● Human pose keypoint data

================================

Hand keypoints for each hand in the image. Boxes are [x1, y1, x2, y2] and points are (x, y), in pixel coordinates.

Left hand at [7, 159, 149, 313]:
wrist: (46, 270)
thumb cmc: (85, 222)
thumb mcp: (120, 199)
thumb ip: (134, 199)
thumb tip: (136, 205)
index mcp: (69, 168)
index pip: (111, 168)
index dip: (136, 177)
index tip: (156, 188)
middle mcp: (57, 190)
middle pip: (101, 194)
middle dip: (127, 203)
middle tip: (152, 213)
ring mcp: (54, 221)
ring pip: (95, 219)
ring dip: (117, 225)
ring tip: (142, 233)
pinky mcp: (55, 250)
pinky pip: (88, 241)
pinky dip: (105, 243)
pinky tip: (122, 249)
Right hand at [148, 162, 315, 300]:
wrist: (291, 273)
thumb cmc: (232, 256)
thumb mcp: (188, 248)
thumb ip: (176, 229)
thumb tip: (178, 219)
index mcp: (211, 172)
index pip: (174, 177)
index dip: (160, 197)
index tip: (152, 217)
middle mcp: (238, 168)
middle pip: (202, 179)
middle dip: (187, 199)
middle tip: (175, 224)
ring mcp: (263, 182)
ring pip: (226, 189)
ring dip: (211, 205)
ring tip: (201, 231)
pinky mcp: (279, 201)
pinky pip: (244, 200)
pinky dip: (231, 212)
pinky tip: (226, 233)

================================

Tally the lines above that contain "ring"; give only the number.

8